Neste contexto, e perante o reiterado atropelo aos seus direitos, dezenas de trabalhadores reuniram-se junto ao call-center, a partir do qual marcharam até à delegação local da Autoridade para as Condições do Trabalho (ACT), e depois à Câmara Municipal (CM). Uma delegação sindical foi recebida na ACT, tendo a respetiva diretora regional assegurado que, no decurso da ação inspetiva já realizada, o serviço estatal se manterá atento às irregularidades cometidas pela Reditus. Em frente à CM, ouviram-se intervenções de responsáveis sindicais em solidariedade com esta luta.
“Bloco está com esta luta e irá apoiá-la em todas as instâncias”
José Gusmão também esteve presente neste protesto. O eurodeputado bloquista sublinhou que esta é uma luta pelos direitos dos trabalhadores da Reditus, “mas também uma luta pelos direitos de muitos trabalhadores que estão em situações semelhantes”. “O outsourcing, quer no setor privado, quer no setor público, que é um bocadinho o pecado original da situação em que estes trabalhadores se encontram, é frequentemente utilizado para tirar direitos aos trabalhadores”, continuou.
José Gusmão destacou que esse é, aliás, “uma parte do serviço que estas empresas prestam a quem as contratam: o serviço de tirar direitos às pessoas que trabalham, de lhes tirar a equivalência com outros direitos”.
“Por exemplo, se estivessem integrados na Segurança Social não se colocaria a questão de terem um subsídio de refeição diferente, bastante mais baixo, do que têm hoje os trabalhadores da Função Pública. E também teriam outra estabilidade no emprego, que têm os trabalhadores da Função Pública”, detalhou o dirigente do Bloco.
“É extraordinário que tenhamos um serviço público que é permanente, essencial, que lida com o acesso efetivo dos cidadãos a direitos fundamentais, e que é também, por isso, um serviço de enorme responsabilidade, que é contratado a uma empresa privada, cujos trabalhadores enfrentam as flutuações das diferentes entidades privadas que vão pegando no serviço, e ficam à espera de saber se são mais selvagens ou menos selvagens do que a que veio anteriormente”, acrescentou José Gusmão.

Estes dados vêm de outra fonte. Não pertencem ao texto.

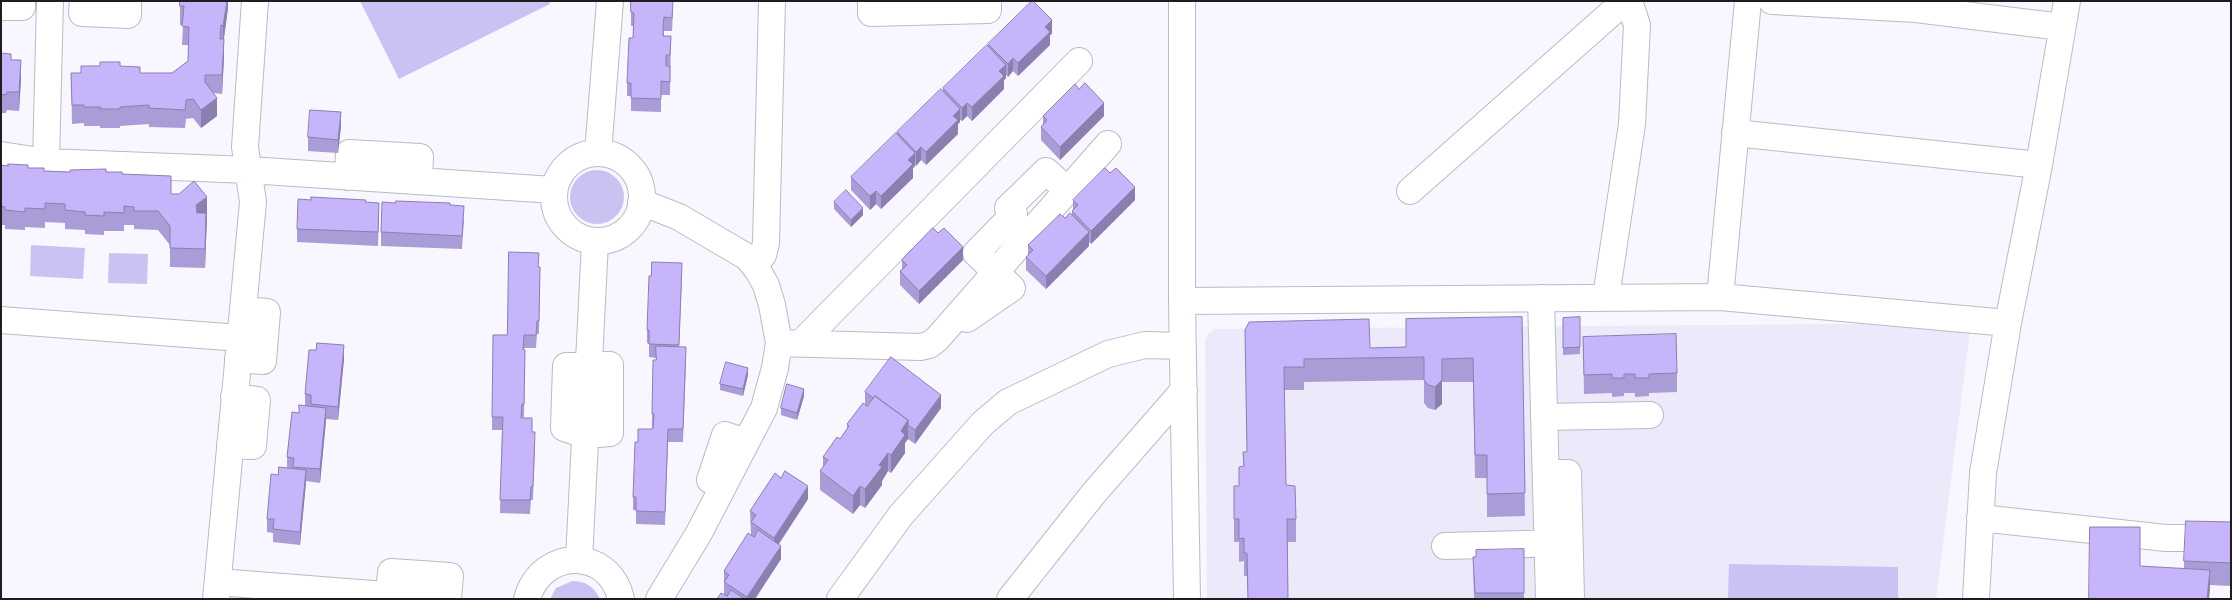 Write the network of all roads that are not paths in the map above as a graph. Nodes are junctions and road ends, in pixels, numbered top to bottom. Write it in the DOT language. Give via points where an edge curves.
graph roads {
  1 [pos="22,1"];
  2 [pos="50,1"];
  3 [pos="83,1"];
  4 [pos="128,1"];
  5 [pos="255,1"];
  6 [pos="610,1"];
  7 [pos="772,1"];
  8 [pos="871,1"];
  9 [pos="988,1"];
  10 [pos="1182,1"];
  11 [pos="1625,1"];
  12 [pos="1629,1"];
  13 [pos="1748,1"];
  14 [pos="1772,1"];
  15 [pos="2066,1"];
  16 [pos="1916,5"];
  17 [pos="1,7"];
  18 [pos="2062,27"];
  19 [pos="1079,61"];
  20 [pos="1735,133"];
  21 [pos="1108,144"];
  22 [pos="598,153"];
  23 [pos="1,155"];
  24 [pos="46,162"];
  25 [pos="2038,165"];
  26 [pos="249,170"];
  27 [pos="554,190"];
  28 [pos="1410,190"];
  29 [pos="642,202"];
  30 [pos="595,242"];
  31 [pos="755,266"];
  32 [pos="1720,297"];
  33 [pos="1542,298"];
  34 [pos="1606,298"];
  35 [pos="1182,300"];
  36 [pos="1,302"];
  37 [pos="1,320"];
  38 [pos="2008,324"];
  39 [pos="162,332"];
  40 [pos="789,344"];
  41 [pos="1184,346"];
  42 [pos="239,348"];
  43 [pos="1184,390"];
  44 [pos="1650,415"];
  45 [pos="1544,417"];
  46 [pos="1980,518"];
  47 [pos="2231,538"];
  48 [pos="1559,543"];
  49 [pos="1445,546"];
  50 [pos="579,560"];
  51 [pos="217,590"];
  52 [pos="342,595"];
  53 [pos="389,595"];
  54 [pos="437,599"];
  55 [pos="448,599"];
  56 [pos="527,599"];
  57 [pos="621,599"];
  58 [pos="660,599"];
  59 [pos="840,599"];
  60 [pos="1010,599"];
  61 [pos="1187,599"];
  62 [pos="1549,599"];
  63 [pos="1571,599"];
  64 [pos="1976,599"];
  1 -- 17 [label="street" via="22,7"];
  2 -- 24 [label="street"];
  3 -- 4 [label="street" via="82,14 128,15"];
  5 -- 26 [label="street" via="245,147"];
  6 -- 22 [label="street"];
  7 -- 31 [label="street" via="766,244"];
  8 -- 9 [label="street" via="871,12 988,10"];
  10 -- 35 [label="street"];
  11 -- 28 [label="street"];
  12 -- 34 [label="street" via="1636,25 1632,124"];
  13 -- 20 [label="street"];
  14 -- 16 [label="street"];
  15 -- 18 [label="street"];
  16 -- 18 [label="street"];
  18 -- 25 [label="street"];
  19 -- 40 [label="street"];
  20 -- 25 [label="street"];
  20 -- 32 [label="street"];
  21 -- 40 [label="street" via="1067,190 1046,171 1008,208 1014,214 976,253 1012,288 929,345"];
  22 -- 27 [label="street" via="569,164"];
  22 -- 29 [label="street" via="611,155 628,165 639,182"];
  23 -- 24 [label="street"];
  24 -- 26 [label="street"];
  25 -- 38 [label="street"];
  26 -- 27 [label="street" via="348,176 349,153 420,157 419,181"];
  26 -- 42 [label="street" via="252,202 242,310 267,312 263,361"];
  27 -- 30 [label="street" via="556,212 563,225 580,238"];
  29 -- 30 [label="street" via="638,215 626,231 614,238"];
  29 -- 31 [label="street" via="679,217 731,246"];
  30 -- 50 [label="street"];
  31 -- 40 [label="street"];
  32 -- 34 [label="street"];
  32 -- 38 [label="street"];
  33 -- 34 [label="street"];
  33 -- 35 [label="street"];
  33 -- 45 [label="street"];
  35 -- 41 [label="street"];
  36 -- 39 [label="street" via="163,315"];
  37 -- 39 [label="street"];
  38 -- 46 [label="street" via="1983,472"];
  39 -- 42 [label="street"];
  40 -- 58 [label="street" via="776,368 764,408 699,533"];
  41 -- 43 [label="street"];
  41 -- 59 [label="street" via="1145,345 1108,354 1008,402 983,423 901,515"];
  42 -- 51 [label="street" via="234,398 257,400 253,446 230,445"];
  43 -- 60 [label="street" via="1094,493"];
  43 -- 61 [label="street"];
  44 -- 45 [label="street"];
  45 -- 48 [label="street" via="1546,473 1568,473"];
  46 -- 47 [label="street" via="2166,538"];
  46 -- 64 [label="street"];
  48 -- 49 [label="street"];
  48 -- 62 [label="street"];
  48 -- 63 [label="street"];
  50 -- 56 [label="street" via="564,561 546,570 532,585"];
  50 -- 57 [label="street" via="604,570 617,586"];
  51 -- 52 [label="street"];
  52 -- 53 [label="street"];
  53 -- 54 [label="street"];
  53 -- 55 [label="street" via="391,572 450,576"];
}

O eurodeputado lembrou a proposta para a qual o Bloco tem trabalhado, e para a qual tem também aliados, que passa por proibir o falso outsourcing feito pelo Estado.

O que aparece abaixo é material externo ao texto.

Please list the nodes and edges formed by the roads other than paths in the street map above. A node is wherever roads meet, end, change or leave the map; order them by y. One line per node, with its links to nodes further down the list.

“É extraordinário que o Ministério do Trabalho, Solidariedade e Segurança Social, ou seja, a tutela que devia estar a proteger os direitos dos trabalhadores em todo o país, chame a si, utilize ele próprio, algumas das piores práticas de ataque aos direitos do trabalho como é o falso outsourcing”, lamentou José Gusmão.
Enfatizando a importância de “ter um governo, forças políticas e sindicatos que estejam ao lado dos trabalhadores, a defender os seus direitos e a controlar a arbitrariedade e o abuso de quem manda”, o dirigente bloquista garantiu que “o Bloco está com esta luta e irá apoiá-la em todas as instâncias”.